*Instructions for the task*.
Look for the word "lane" in the entries and copy each line where it appears.

*Data for this task*.
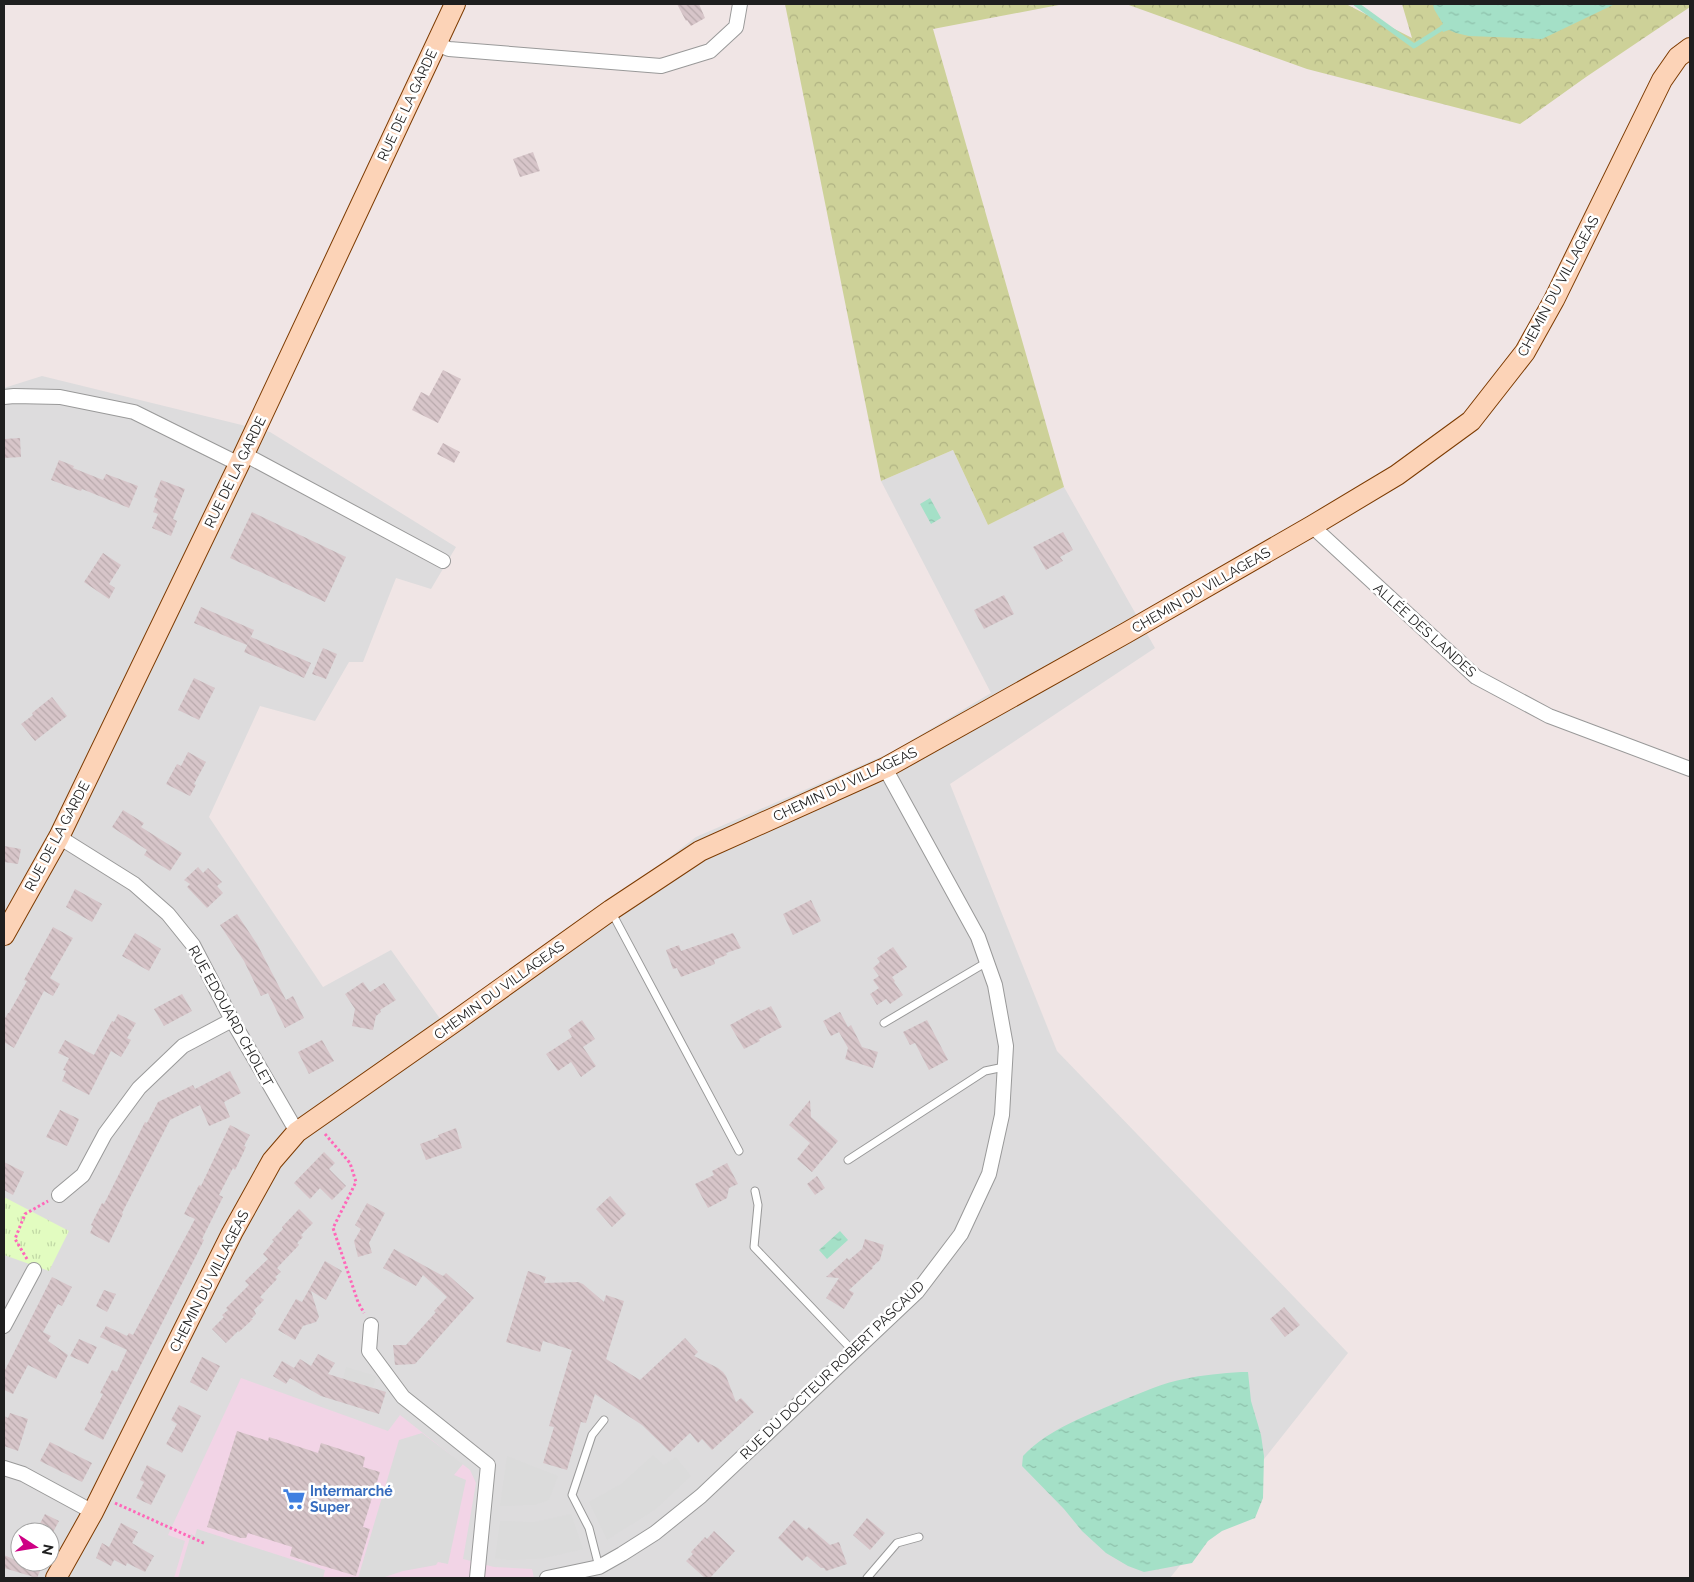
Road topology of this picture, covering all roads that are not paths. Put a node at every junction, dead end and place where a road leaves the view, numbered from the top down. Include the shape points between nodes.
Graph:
1 (455, 4) edge
2 (740, 4) edge
3 (436, 44) junction
4 (1690, 48) edge
5 (4, 397) edge
6 (242, 459) junction
7 (1312, 526) junction
8 (443, 561) dead end
9 (885, 768) junction
10 (1690, 768) edge
11 (59, 837) junction
12 (611, 910) junction
13 (4, 935) edge
14 (987, 962) junction
15 (232, 1020) junction
16 (884, 1023) dead end
17 (1004, 1066) junction
18 (305, 1126) junction
19 (739, 1151) dead end
20 (848, 1160) dead end
21 (755, 1191) dead end
22 (59, 1196) road end
23 (34, 1270) road end
24 (371, 1325) road end
25 (4, 1326) edge
26 (854, 1352) junction
27 (604, 1420) dead end
28 (4, 1468) edge
29 (96, 1504) junction
30 (919, 1537) dead end
31 (600, 1572) edge
32 (56, 1578) edge
33 (477, 1578) edge
34 (547, 1578) edge
35 (868, 1578) edge

1 - 3 street, RUE DE LA GARDE
2 - 3 street via 736,27 710,51 661,66 449,49
3 - 6 street, RUE DE LA GARDE
4 - 7 street, CHEMIN DU VILLAGEAS via 1678,57 1662,80 1554,300 1525,352 1471,421 1397,475
5 - 6 street via 60,397 134,412
6 - 8 street
6 - 11 street, RUE DE LA GARDE
7 - 9 street, CHEMIN DU VILLAGEAS
7 - 10 street, ALLÉE DES LANDES via 1476,677 1549,716
9 - 12 street, CHEMIN DU VILLAGEAS via 700,851
9 - 14 street, RUE DU DOCTEUR ROBERT PASCAUD via 978,937
11 - 13 street, RUE DE LA GARDE
11 - 15 street, RUE EDOUARD CHOLET via 134,884 168,914 193,945
12 - 18 street, CHEMIN DU VILLAGEAS
12 - 19 lane
14 - 16 lane
14 - 17 street, RUE DU DOCTEUR ROBERT PASCAUD via 995,985 1006,1046
15 - 18 street, RUE EDOUARD CHOLET
15 - 22 street via 183,1046 139,1088 105,1134 83,1174
17 - 20 lane via 985,1071
17 - 26 street, RUE DU DOCTEUR ROBERT PASCAUD via 1002,1115 989,1174 961,1234 918,1292
18 - 29 street, CHEMIN DU VILLAGEAS via 272,1161 232,1233
21 - 26 lane via 758,1205 754,1247
23 - 25 street
24 - 33 street via 369,1351 403,1397 488,1464
26 - 31 street, RUE DU DOCTEUR ROBERT PASCAUD via 702,1496
27 - 31 lane via 592,1435 572,1495 589,1528
28 - 29 street
29 - 32 street, CHEMIN DU VILLAGEAS
30 - 35 lane via 897,1543
31 - 34 street, RUE DU DOCTEUR ROBERT PASCAUD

*Exercise result*.
12 - 19 lane
14 - 16 lane
17 - 20 lane via 985,1071
21 - 26 lane via 758,1205 754,1247
27 - 31 lane via 592,1435 572,1495 589,1528
30 - 35 lane via 897,1543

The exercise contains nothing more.